* [TASK BRIEF] Transcribe all the entries word for word, omitting any pictures they contain.

* [RECORDS]
___
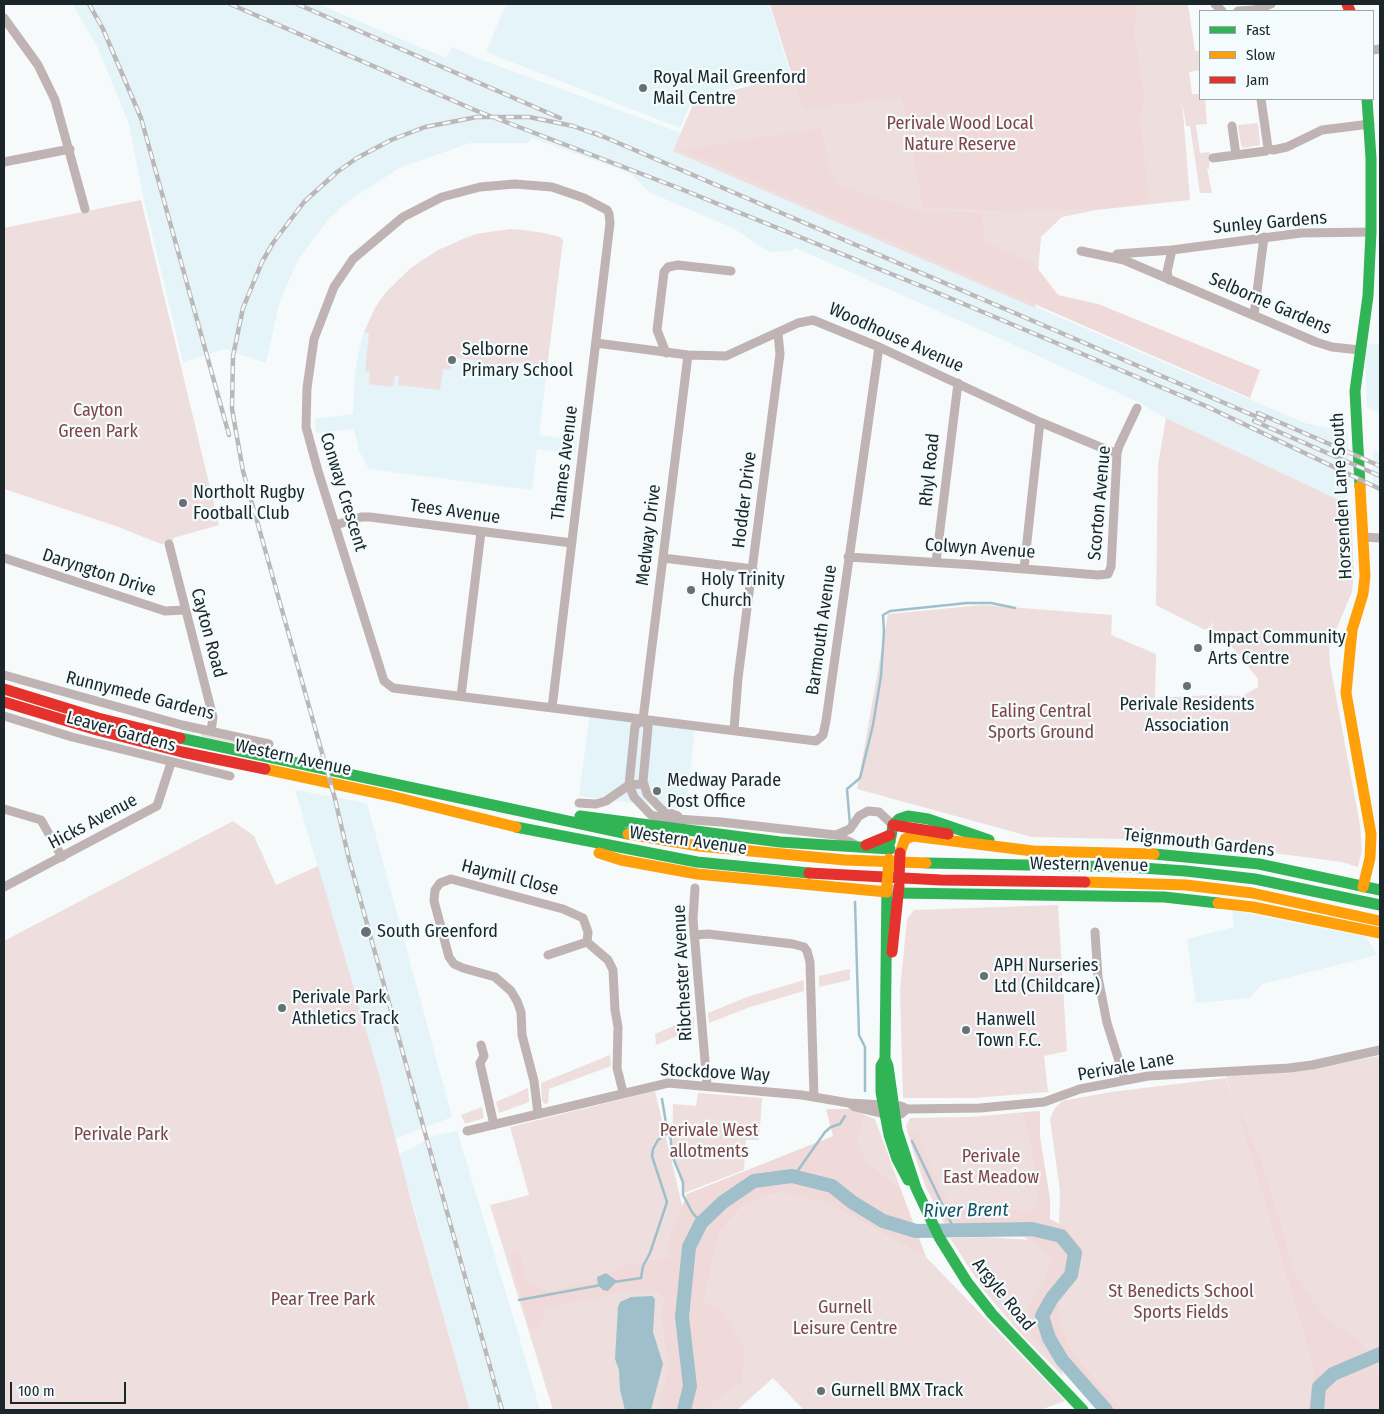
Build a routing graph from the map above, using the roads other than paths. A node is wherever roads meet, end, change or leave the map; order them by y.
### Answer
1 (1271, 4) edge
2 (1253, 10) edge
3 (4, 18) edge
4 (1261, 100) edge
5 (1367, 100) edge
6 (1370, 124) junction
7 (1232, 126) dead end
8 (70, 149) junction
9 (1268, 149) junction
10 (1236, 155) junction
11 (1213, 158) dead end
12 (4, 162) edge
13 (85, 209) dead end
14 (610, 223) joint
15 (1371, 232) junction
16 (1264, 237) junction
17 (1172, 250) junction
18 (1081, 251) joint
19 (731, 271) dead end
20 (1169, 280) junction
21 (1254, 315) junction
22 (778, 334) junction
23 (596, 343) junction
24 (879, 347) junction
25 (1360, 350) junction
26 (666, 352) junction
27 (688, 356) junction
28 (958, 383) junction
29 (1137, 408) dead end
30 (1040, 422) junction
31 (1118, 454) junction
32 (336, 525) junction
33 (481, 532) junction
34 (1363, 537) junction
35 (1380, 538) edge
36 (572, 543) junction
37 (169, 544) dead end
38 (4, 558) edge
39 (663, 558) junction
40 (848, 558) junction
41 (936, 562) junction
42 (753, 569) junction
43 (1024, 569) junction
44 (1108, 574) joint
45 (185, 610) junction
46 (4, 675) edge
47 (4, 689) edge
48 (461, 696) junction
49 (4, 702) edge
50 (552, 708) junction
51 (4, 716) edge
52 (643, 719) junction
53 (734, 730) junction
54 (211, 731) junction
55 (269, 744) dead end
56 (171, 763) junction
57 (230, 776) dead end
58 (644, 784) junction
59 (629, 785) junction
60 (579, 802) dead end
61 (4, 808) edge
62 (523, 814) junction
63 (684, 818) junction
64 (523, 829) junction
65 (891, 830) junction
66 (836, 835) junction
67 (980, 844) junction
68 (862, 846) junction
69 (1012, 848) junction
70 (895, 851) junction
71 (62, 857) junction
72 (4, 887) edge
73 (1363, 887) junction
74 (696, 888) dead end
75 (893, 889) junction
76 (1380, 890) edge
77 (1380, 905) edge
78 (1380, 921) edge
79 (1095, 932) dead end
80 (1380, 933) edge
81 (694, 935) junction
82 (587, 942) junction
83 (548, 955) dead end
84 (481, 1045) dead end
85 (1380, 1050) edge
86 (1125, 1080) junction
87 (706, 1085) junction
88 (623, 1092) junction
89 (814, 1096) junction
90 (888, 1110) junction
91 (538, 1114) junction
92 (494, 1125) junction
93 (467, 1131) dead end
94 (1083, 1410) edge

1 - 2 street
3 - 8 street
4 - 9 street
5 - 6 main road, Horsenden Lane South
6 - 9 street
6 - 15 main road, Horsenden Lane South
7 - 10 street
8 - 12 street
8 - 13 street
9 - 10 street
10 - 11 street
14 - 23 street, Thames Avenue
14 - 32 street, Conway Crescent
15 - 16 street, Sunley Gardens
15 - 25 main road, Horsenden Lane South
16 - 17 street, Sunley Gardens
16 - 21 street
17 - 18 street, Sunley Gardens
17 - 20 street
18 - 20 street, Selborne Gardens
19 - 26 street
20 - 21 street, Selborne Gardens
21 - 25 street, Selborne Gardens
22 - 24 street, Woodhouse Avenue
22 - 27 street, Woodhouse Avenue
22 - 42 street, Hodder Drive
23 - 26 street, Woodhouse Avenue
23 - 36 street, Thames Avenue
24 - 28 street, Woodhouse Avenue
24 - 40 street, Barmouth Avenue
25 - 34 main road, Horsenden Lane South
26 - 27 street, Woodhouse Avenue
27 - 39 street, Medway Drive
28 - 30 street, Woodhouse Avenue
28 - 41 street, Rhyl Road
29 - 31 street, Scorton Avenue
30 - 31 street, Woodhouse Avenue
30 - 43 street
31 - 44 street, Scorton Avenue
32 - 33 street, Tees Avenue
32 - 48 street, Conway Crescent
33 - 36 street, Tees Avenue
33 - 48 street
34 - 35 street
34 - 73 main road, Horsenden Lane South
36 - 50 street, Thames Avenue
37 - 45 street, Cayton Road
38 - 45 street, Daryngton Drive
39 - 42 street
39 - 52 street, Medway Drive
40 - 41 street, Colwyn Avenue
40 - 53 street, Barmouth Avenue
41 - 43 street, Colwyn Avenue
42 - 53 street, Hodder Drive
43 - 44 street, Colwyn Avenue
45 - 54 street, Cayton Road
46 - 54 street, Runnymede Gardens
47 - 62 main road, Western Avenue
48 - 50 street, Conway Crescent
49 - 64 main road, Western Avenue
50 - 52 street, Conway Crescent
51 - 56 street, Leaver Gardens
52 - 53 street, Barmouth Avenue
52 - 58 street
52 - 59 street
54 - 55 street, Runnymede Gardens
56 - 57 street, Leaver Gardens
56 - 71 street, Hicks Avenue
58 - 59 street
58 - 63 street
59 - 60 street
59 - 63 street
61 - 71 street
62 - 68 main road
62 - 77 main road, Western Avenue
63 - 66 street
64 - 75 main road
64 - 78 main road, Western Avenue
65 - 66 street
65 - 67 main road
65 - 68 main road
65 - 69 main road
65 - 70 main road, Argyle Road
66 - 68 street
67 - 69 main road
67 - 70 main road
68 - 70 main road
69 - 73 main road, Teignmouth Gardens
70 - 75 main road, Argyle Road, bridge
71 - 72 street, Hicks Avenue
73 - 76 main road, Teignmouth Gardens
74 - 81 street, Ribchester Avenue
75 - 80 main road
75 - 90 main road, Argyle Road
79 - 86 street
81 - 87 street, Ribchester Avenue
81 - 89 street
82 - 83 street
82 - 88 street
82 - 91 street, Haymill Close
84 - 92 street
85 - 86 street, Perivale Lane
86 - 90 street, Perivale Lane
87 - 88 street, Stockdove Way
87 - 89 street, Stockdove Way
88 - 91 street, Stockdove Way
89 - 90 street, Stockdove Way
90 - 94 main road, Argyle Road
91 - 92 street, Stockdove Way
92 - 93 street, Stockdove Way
___
* [EXERCISE RESULT]
Build a routing graph from the map above, using the roads other than paths. A node is wherever roads meet, end, change or leave the map; order them by y.
### Answer
1 (1271, 4) edge
2 (1253, 10) edge
3 (4, 18) edge
4 (1261, 100) edge
5 (1367, 100) edge
6 (1370, 124) junction
7 (1232, 126) dead end
8 (70, 149) junction
9 (1268, 149) junction
10 (1236, 155) junction
11 (1213, 158) dead end
12 (4, 162) edge
13 (85, 209) dead end
14 (610, 223) joint
15 (1371, 232) junction
16 (1264, 237) junction
17 (1172, 250) junction
18 (1081, 251) joint
19 (731, 271) dead end
20 (1169, 280) junction
21 (1254, 315) junction
22 (778, 334) junction
23 (596, 343) junction
24 (879, 347) junction
25 (1360, 350) junction
26 (666, 352) junction
27 (688, 356) junction
28 (958, 383) junction
29 (1137, 408) dead end
30 (1040, 422) junction
31 (1118, 454) junction
32 (336, 525) junction
33 (481, 532) junction
34 (1363, 537) junction
35 (1380, 538) edge
36 (572, 543) junction
37 (169, 544) dead end
38 (4, 558) edge
39 (663, 558) junction
40 (848, 558) junction
41 (936, 562) junction
42 (753, 569) junction
43 (1024, 569) junction
44 (1108, 574) joint
45 (185, 610) junction
46 (4, 675) edge
47 (4, 689) edge
48 (461, 696) junction
49 (4, 702) edge
50 (552, 708) junction
51 (4, 716) edge
52 (643, 719) junction
53 (734, 730) junction
54 (211, 731) junction
55 (269, 744) dead end
56 (171, 763) junction
57 (230, 776) dead end
58 (644, 784) junction
59 (629, 785) junction
60 (579, 802) dead end
61 (4, 808) edge
62 (523, 814) junction
63 (684, 818) junction
64 (523, 829) junction
65 (891, 830) junction
66 (836, 835) junction
67 (980, 844) junction
68 (862, 846) junction
69 (1012, 848) junction
70 (895, 851) junction
71 (62, 857) junction
72 (4, 887) edge
73 (1363, 887) junction
74 (696, 888) dead end
75 (893, 889) junction
76 (1380, 890) edge
77 (1380, 905) edge
78 (1380, 921) edge
79 (1095, 932) dead end
80 (1380, 933) edge
81 (694, 935) junction
82 (587, 942) junction
83 (548, 955) dead end
84 (481, 1045) dead end
85 (1380, 1050) edge
86 (1125, 1080) junction
87 (706, 1085) junction
88 (623, 1092) junction
89 (814, 1096) junction
90 (888, 1110) junction
91 (538, 1114) junction
92 (494, 1125) junction
93 (467, 1131) dead end
94 (1083, 1410) edge

1 - 2 street
3 - 8 street
4 - 9 street
5 - 6 main road, Horsenden Lane South
6 - 9 street
6 - 15 main road, Horsenden Lane South
7 - 10 street
8 - 12 street
8 - 13 street
9 - 10 street
10 - 11 street
14 - 23 street, Thames Avenue
14 - 32 street, Conway Crescent
15 - 16 street, Sunley Gardens
15 - 25 main road, Horsenden Lane South
16 - 17 street, Sunley Gardens
16 - 21 street
17 - 18 street, Sunley Gardens
17 - 20 street
18 - 20 street, Selborne Gardens
19 - 26 street
20 - 21 street, Selborne Gardens
21 - 25 street, Selborne Gardens
22 - 24 street, Woodhouse Avenue
22 - 27 street, Woodhouse Avenue
22 - 42 street, Hodder Drive
23 - 26 street, Woodhouse Avenue
23 - 36 street, Thames Avenue
24 - 28 street, Woodhouse Avenue
24 - 40 street, Barmouth Avenue
25 - 34 main road, Horsenden Lane South
26 - 27 street, Woodhouse Avenue
27 - 39 street, Medway Drive
28 - 30 street, Woodhouse Avenue
28 - 41 street, Rhyl Road
29 - 31 street, Scorton Avenue
30 - 31 street, Woodhouse Avenue
30 - 43 street
31 - 44 street, Scorton Avenue
32 - 33 street, Tees Avenue
32 - 48 street, Conway Crescent
33 - 36 street, Tees Avenue
33 - 48 street
34 - 35 street
34 - 73 main road, Horsenden Lane South
36 - 50 street, Thames Avenue
37 - 45 street, Cayton Road
38 - 45 street, Daryngton Drive
39 - 42 street
39 - 52 street, Medway Drive
40 - 41 street, Colwyn Avenue
40 - 53 street, Barmouth Avenue
41 - 43 street, Colwyn Avenue
42 - 53 street, Hodder Drive
43 - 44 street, Colwyn Avenue
45 - 54 street, Cayton Road
46 - 54 street, Runnymede Gardens
47 - 62 main road, Western Avenue
48 - 50 street, Conway Crescent
49 - 64 main road, Western Avenue
50 - 52 street, Conway Crescent
51 - 56 street, Leaver Gardens
52 - 53 street, Barmouth Avenue
52 - 58 street
52 - 59 street
54 - 55 street, Runnymede Gardens
56 - 57 street, Leaver Gardens
56 - 71 street, Hicks Avenue
58 - 59 street
58 - 63 street
59 - 60 street
59 - 63 street
61 - 71 street
62 - 68 main road
62 - 77 main road, Western Avenue
63 - 66 street
64 - 75 main road
64 - 78 main road, Western Avenue
65 - 66 street
65 - 67 main road
65 - 68 main road
65 - 69 main road
65 - 70 main road, Argyle Road
66 - 68 street
67 - 69 main road
67 - 70 main road
68 - 70 main road
69 - 73 main road, Teignmouth Gardens
70 - 75 main road, Argyle Road, bridge
71 - 72 street, Hicks Avenue
73 - 76 main road, Teignmouth Gardens
74 - 81 street, Ribchester Avenue
75 - 80 main road
75 - 90 main road, Argyle Road
79 - 86 street
81 - 87 street, Ribchester Avenue
81 - 89 street
82 - 83 street
82 - 88 street
82 - 91 street, Haymill Close
84 - 92 street
85 - 86 street, Perivale Lane
86 - 90 street, Perivale Lane
87 - 88 street, Stockdove Way
87 - 89 street, Stockdove Way
88 - 91 street, Stockdove Way
89 - 90 street, Stockdove Way
90 - 94 main road, Argyle Road
91 - 92 street, Stockdove Way
92 - 93 street, Stockdove Way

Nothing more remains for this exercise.